- _TASK ITEM_
Tally every line in the entries below that holds "other", then give only the total.

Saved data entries
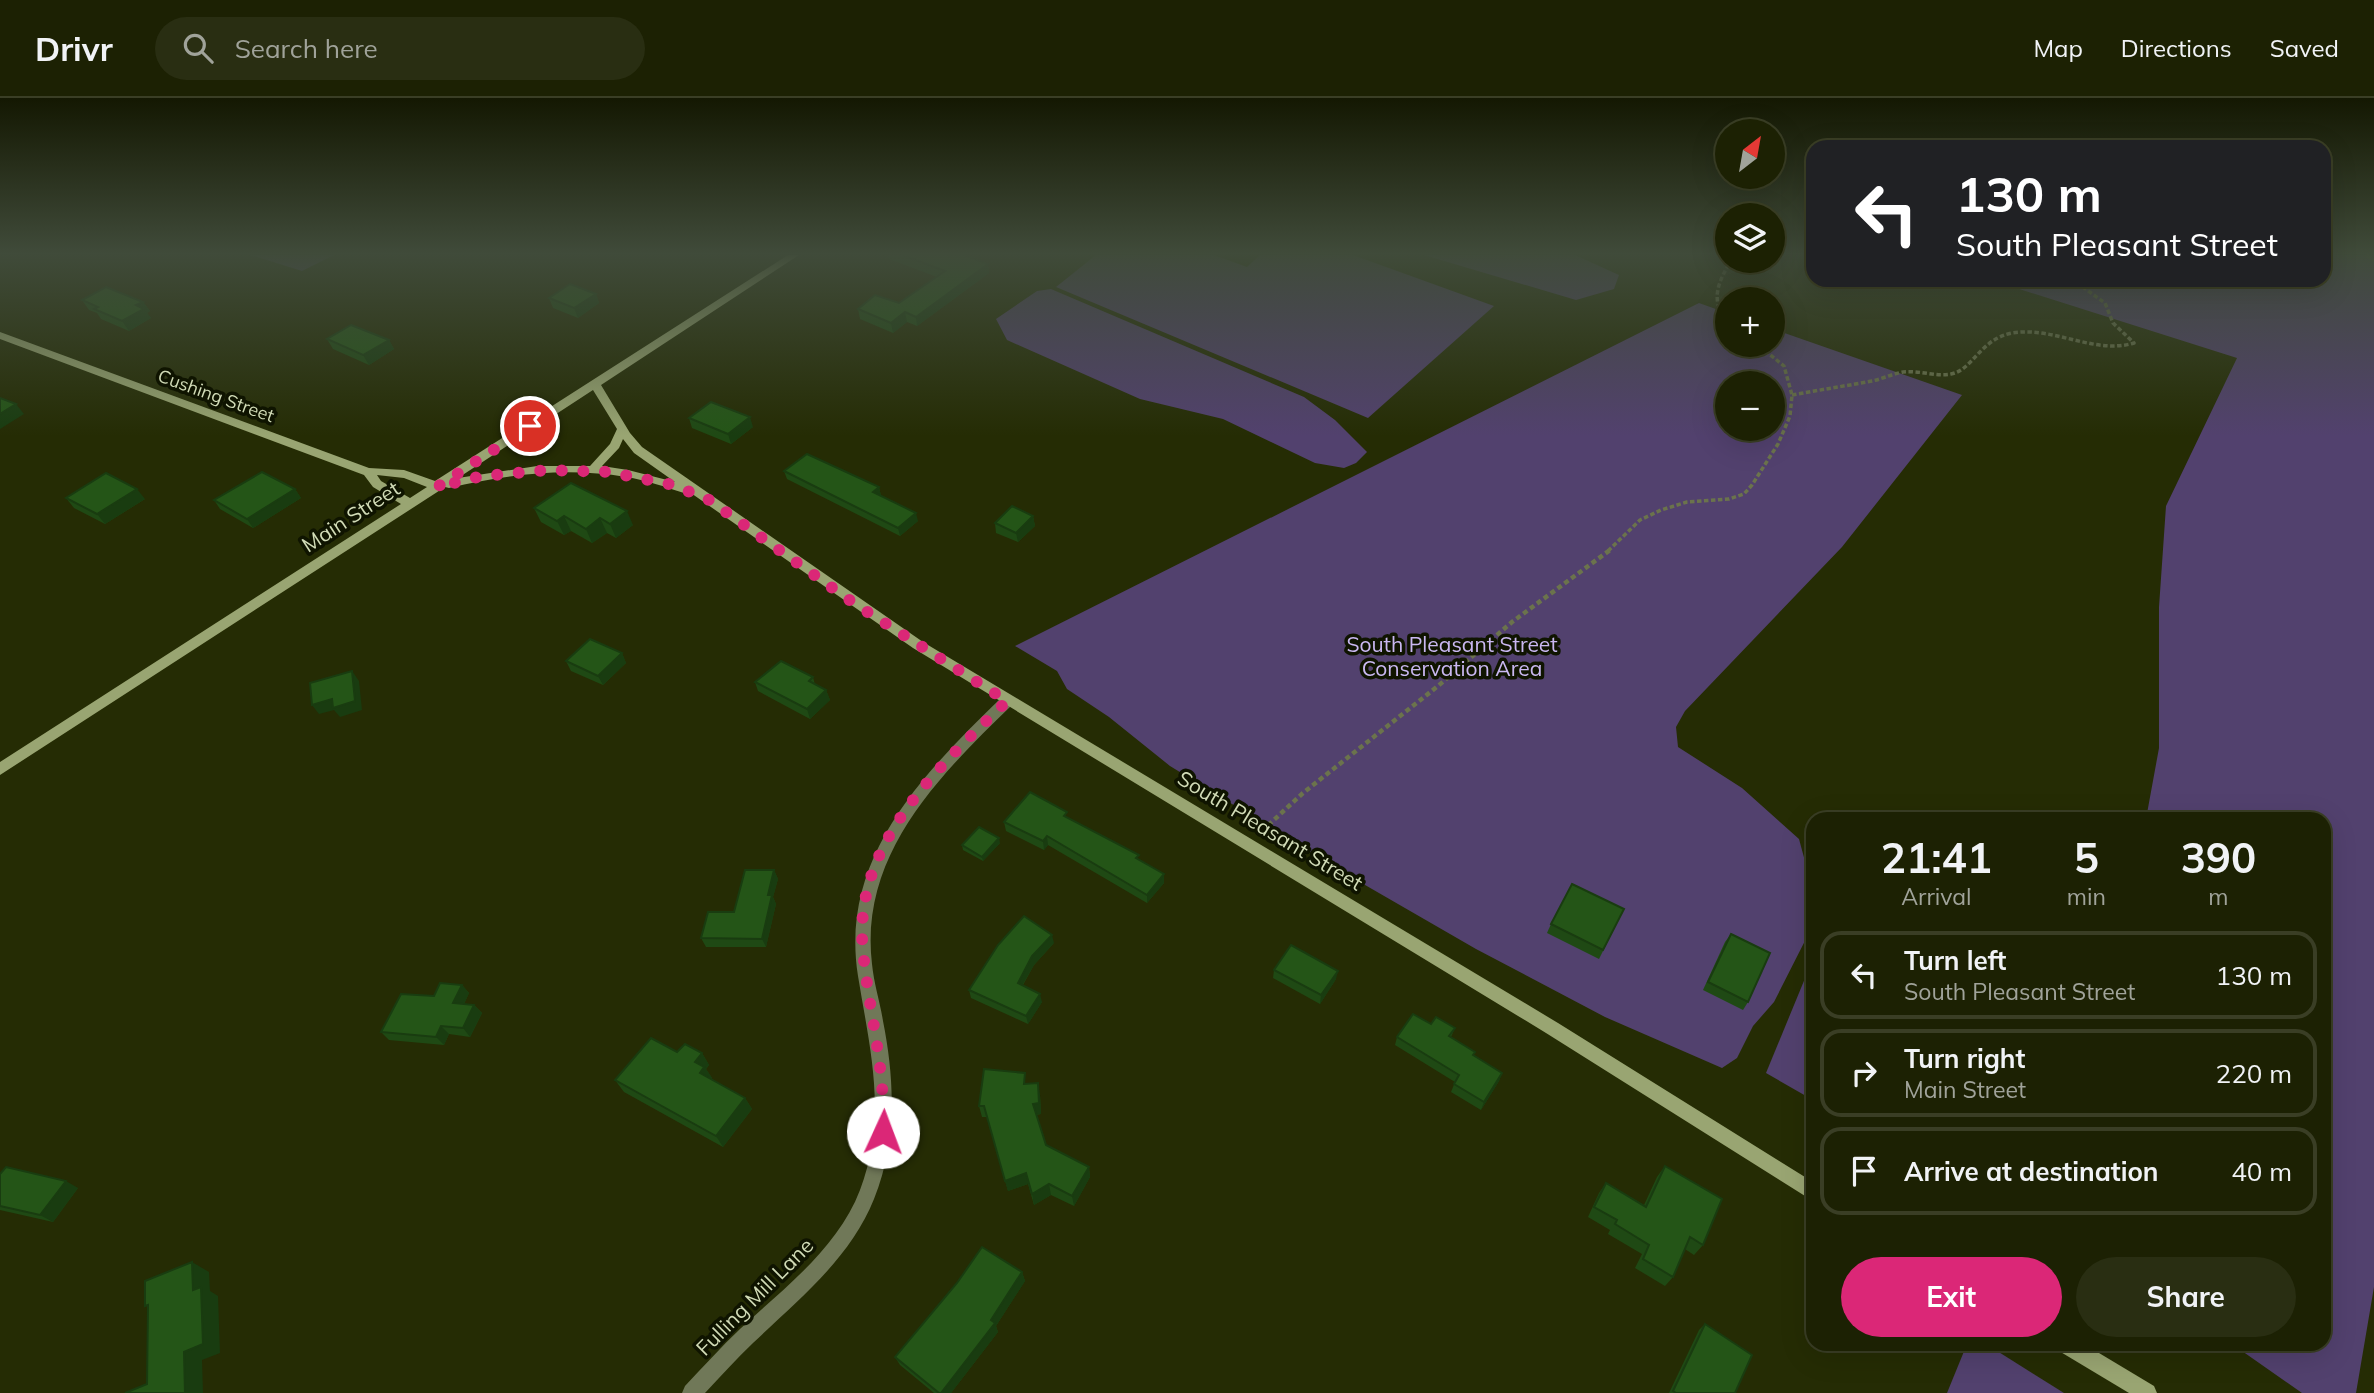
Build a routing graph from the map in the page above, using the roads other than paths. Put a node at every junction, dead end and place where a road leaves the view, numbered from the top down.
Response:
1 (700, 315) edge
2 (0, 335) edge
3 (594, 384) junction
4 (621, 430) junction
5 (593, 471) junction
6 (368, 472) junction
7 (437, 487) junction
8 (709, 500) junction
9 (411, 504) junction
10 (1007, 701) junction
11 (0, 769) edge
12 (1806, 1188) edge
13 (2078, 1351) edge
14 (692, 1393) edge
15 (2147, 1393) edge

1 - 3 street, Main Street
2 - 6 street, Cushing Street
3 - 4 street, South Pleasant Street
3 - 7 street, Main Street
4 - 5 street
4 - 8 street, South Pleasant Street
5 - 7 street, South Pleasant Street
5 - 8 street, South Pleasant Street
6 - 7 street
6 - 9 street, Cushing Street
7 - 9 street, Main Street
8 - 10 street, South Pleasant Street
9 - 11 street, Main Street
10 - 12 street, South Pleasant Street
10 - 14 street, Fulling Mill Lane
13 - 15 street

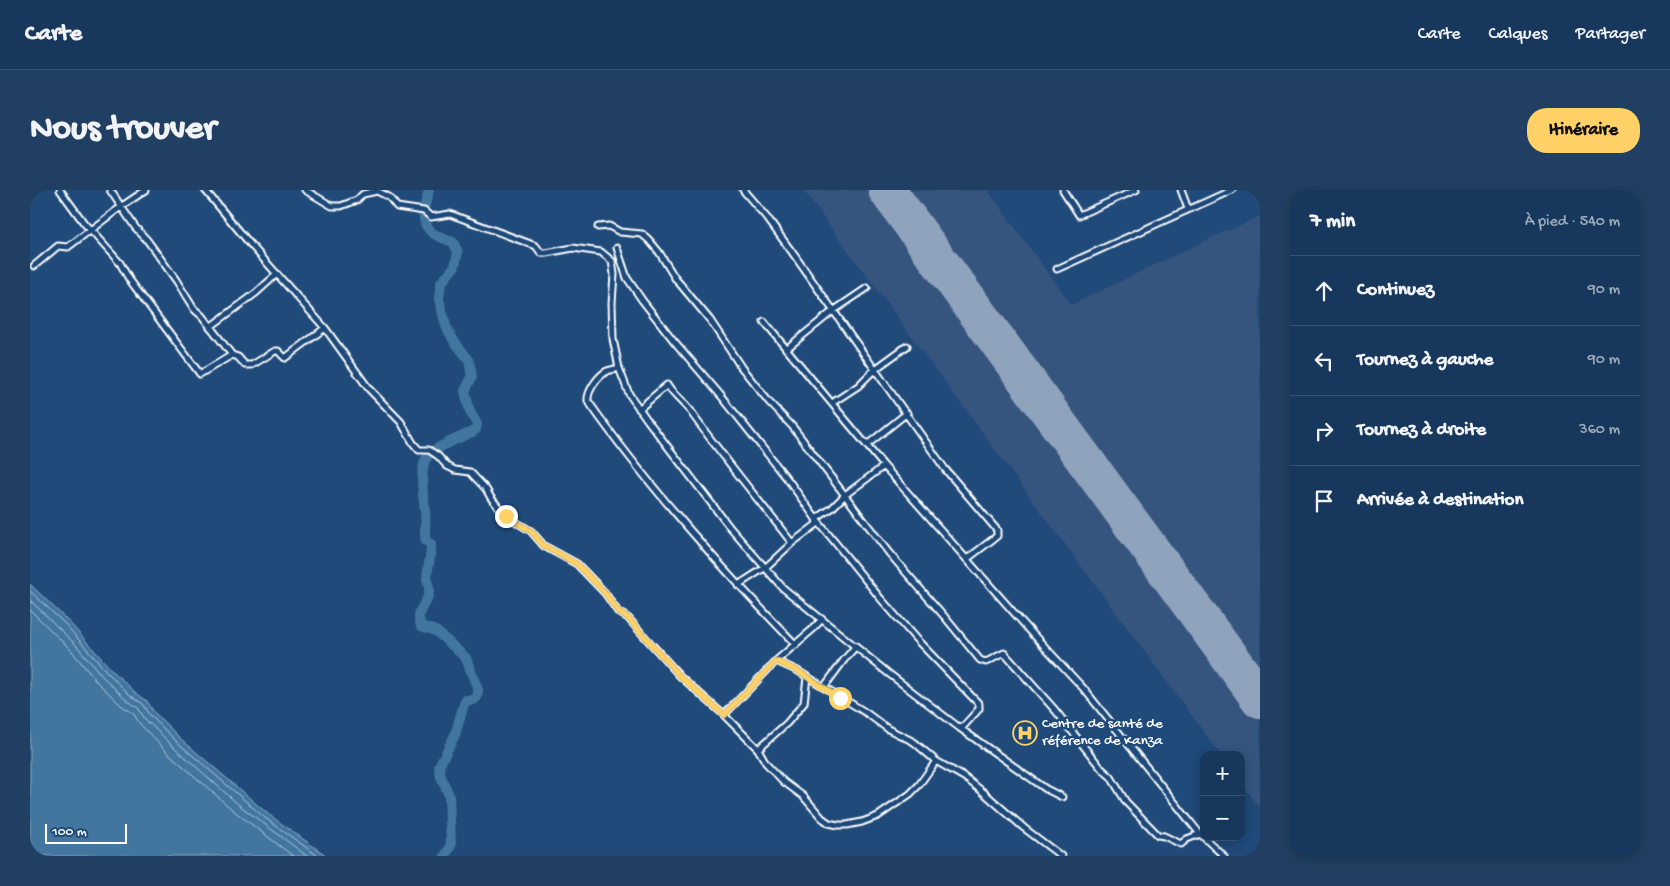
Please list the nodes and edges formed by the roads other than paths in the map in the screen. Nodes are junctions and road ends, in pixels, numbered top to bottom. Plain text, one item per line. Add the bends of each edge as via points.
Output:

- _RESPONSE AREA_
2